Synopsis: A detective pairs himself with a famous psychologist on a case involving a traumatized young witness to a crime.

Stars: Tobias Zilliacus, Mikael Persbrandt, Lena Olin, Helena af Sandeberg, Anna Azcarate, Jonatan Bökman

Director: Lasse Hallström

Rated: R

Running Length: 122 minutes

TMMM Score: (3/10)

Review:  The novel of The Hypnotist has been sitting on my nightstand for the better part of a year, gathering dust as it continues to be moved down the pile in favor of more pressing reads that I’ve been involved with over time.  I had hoped to work my way through the hefty tome before the rumored US adaptation was released, never realizing that like The Girl with the Dragon Tattoo, home country Sweden would take a crack at it first.  After seeing director Hallström and screenwriter Paolo Vacirca’s version of Lars Keplar’s blockbuster novel, I’m considering selling it instead.

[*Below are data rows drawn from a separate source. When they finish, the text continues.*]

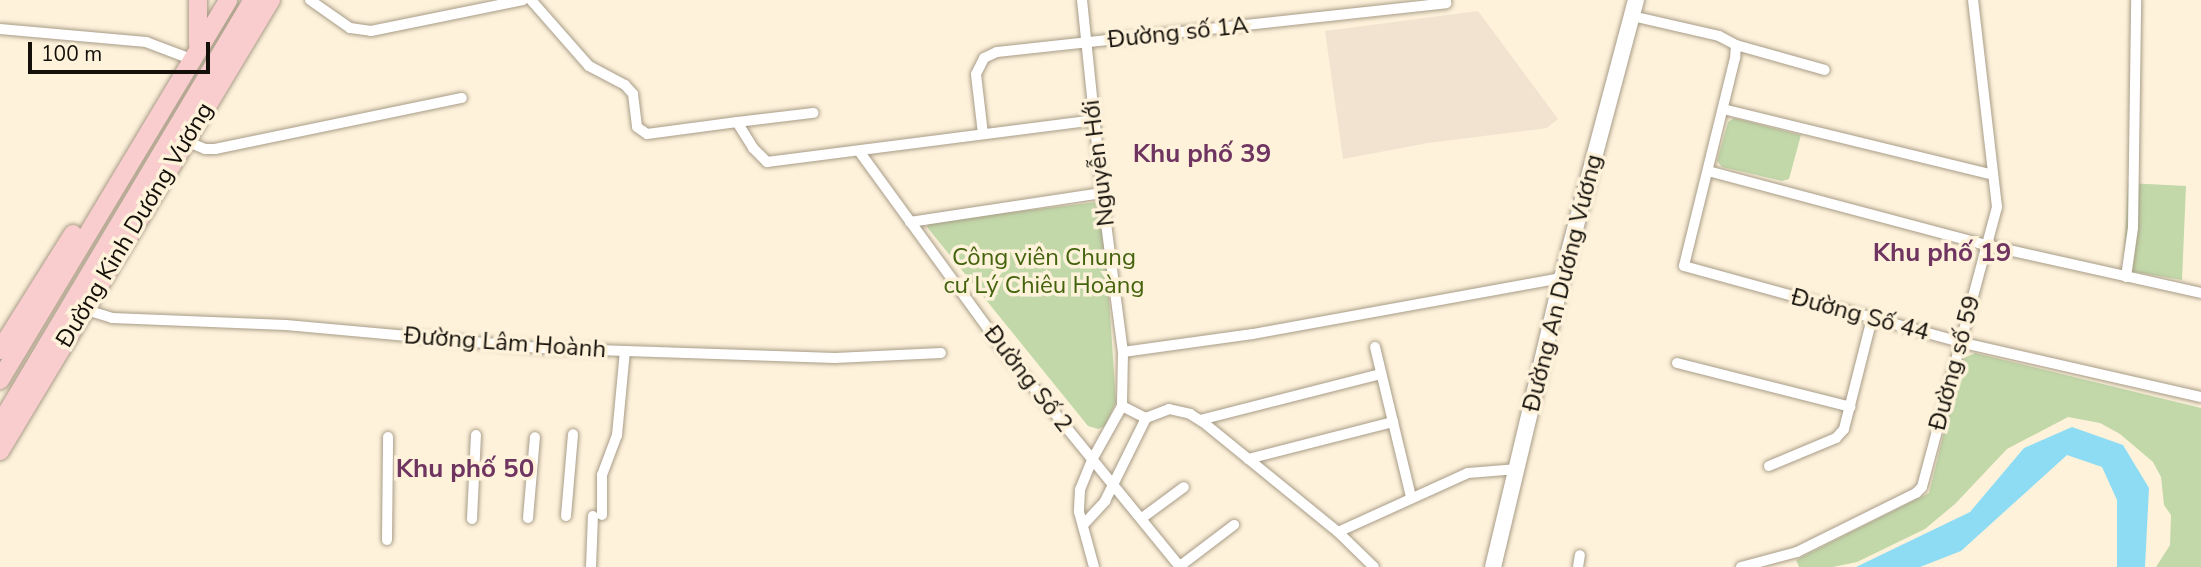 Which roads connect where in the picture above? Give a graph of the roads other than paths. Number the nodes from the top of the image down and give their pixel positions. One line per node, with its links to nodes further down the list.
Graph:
1 (198, 0): 16 (main road)
2 (228, 0): 16 (main road, Đường Kinh Dương Vương)
3 (253, 0): 25 (main road, Đường Kinh Dương Vương)
4 (271, 0): 25 (main road, Đường Kinh Dương Vương)
5 (310, 0): 6 (street)
6 (523, 0)
7 (531, 0): 23 (street)
8 (1082, 0): 14 (street, Nguyễn Hới)
9 (1446, 0): 14 (street, Đường số 1A)
10 (1973, 0): 30 (street, Đường số 59)
11 (2136, 0): 35 (street)
12 (1634, 8): 15 (street); 36 (main road, Đường An Dương Vương)
13 (0, 29): 16 (street)
14 (1085, 44): 21 (street, Nguyễn Hới); 24 (street, Đường số 1A)
15 (1736, 45): 17 (street); 19 (street)
16 (195, 54): 22 (main road, Đường Kinh Dương Vương)
17 (1825, 71)
18 (462, 98): 25 (street)
19 (1723, 109): 29 (street); 30 (street)
20 (813, 113): 23 (street)
21 (1093, 120): 24 (street); 32 (street, Nguyễn Hới)
22 (154, 122): 25 (main road); 27 (main road, Đường Kinh Dương Vương)
23 (737, 122): 26 (street)
24 (984, 134): 26 (street)
25 (179, 137): 28 (main road, Đường Kinh Dương Vương)
26 (859, 151): 33 (street, Đường Số 2)
27 (135, 156): 28 (main road); 31 (main road, Đường Kinh Dương Vương)
28 (162, 167): 38 (main road, Đường Kinh Dương Vương)
29 (1708, 171): 34 (street); 39 (street, Đường Số 44)
30 (1993, 175): 34 (street, Đường số 59)
31 (118, 182): 42 (main road, Đường Kinh Dương Vương); 48 (main road, Đường Kinh Dương Vương)
32 (1102, 194): 33 (street); 44 (street, Nguyễn Hới)
33 (910, 222): 62 (street, Đường Số 2)
34 (1986, 245): 35 (street); 40 (street, Đường số 59)
35 (2126, 277): 37 (street)
36 (1562, 278): 44 (street); 64 (main road, Đường An Dương Vương)
37 (2201, 293)
38 (78, 307): 43 (street, Đường Lâm Hoành); 55 (main road, Đường Kinh Dương Vương); 60 (main road, Đường Kinh Dương Vương)
39 (1872, 318): 40 (street, Đường Số 44); 51 (street)
40 (1959, 342): 49 (street, Đường Số 44); 81 (street, Đường số 59)
41 (1375, 347): 47 (street)
42 (0, 350)
43 (625, 351): 45 (street, Đường Lâm Hoành); 76 (street)
44 (1123, 352): 50 (street, Nguyễn Hới)
45 (941, 353)
46 (1677, 363): 51 (street)
47 (1381, 374): 53 (street); 54 (street)
48 (0, 380)
49 (2201, 397)
50 (1122, 405): 52 (street); 62 (street, Nguyễn Hới)
51 (1851, 407): 63 (street)
52 (1146, 418): 53 (street); 65 (street)
53 (1200, 420): 61 (street)
54 (1393, 422): 61 (street); 67 (street)
55 (0, 424)
56 (573, 434): 68 (street)
57 (476, 435): 71 (street)
58 (535, 436): 69 (street)
59 (388, 437): 75 (street)
60 (0, 451)
61 (1248, 459): 74 (street)
62 (1092, 460): 65 (street, Đường Số 2); 72 (street, Nguyễn Hới)
63 (1769, 466)
64 (1518, 469): 67 (street); 80 (main road, Đường An Dương Vương)
65 (1114, 484): 70 (street, Đường Số 2); 72 (street)
66 (1184, 487): 70 (street)
67 (1411, 497): 74 (street)
68 (566, 516)
69 (528, 517)
70 (1142, 518): 78 (street, Đường Số 2)
71 (472, 519)
72 (1083, 525): 77 (street, Nguyễn Hới)
73 (1234, 525): 78 (street)
74 (1338, 532): 79 (street)
75 (387, 540)
76 (591, 567)
77 (1094, 567)
78 (1180, 567)
79 (1374, 567)
80 (1493, 567)
81 (1741, 567)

If the novel is anything like this highly contrived and bloated film then I don’t need to read one page of it because making it through the film was frustrating enough.  What a huge disappointment this one was, a major let-down considering Hallström’s pedigree (to be fair, this is the man that has recently directed the treacly Dear John and Safe Haven…but also churned out the delightful Salmon Fishing in the Yemen).  Hallström’s first Swedish language film in 25 years is also one of his more lugubrious sloughs as the audience is drawn into family drama, red herrings, and enough loop holes to sink a small island.

The set-up of the film isn’t half bad – a killer has struck a family in a Stockholm suburb, leaving all dead but a boy and an estranged sister.  With the boy fighting for his life in a coma, a disgraced doctor (Persbrandt) is called in to see what memories he can extract from the boys psyche.  When the killer targets the hypnotist and his family (including Hallström’s wife Olin), the family must work with a dedicated cop (Zilliacus) to identify the danger.

Even writing that description was better than the execution provided by Hallström and company.  I’m dedicated to leaving things spoiler free for my readers but I’d be interested in conversing with anyone that does see this to go over some phenomenally hare-brained plot developments that baffled me during the screening I saw at the Minneapolis/St. Paul International Film Festival.  So many things seemed to be presented solely for the benefit of getting our characters where the film needed to be, reality checks be damned.  I didn’t buy some lapses in memory for a moment, seeing right through their mechanical nature.   Perhaps it’s because I’ve seen enough thrillers in my life to populate a small library but I picked out who ‘dun it almost immediately.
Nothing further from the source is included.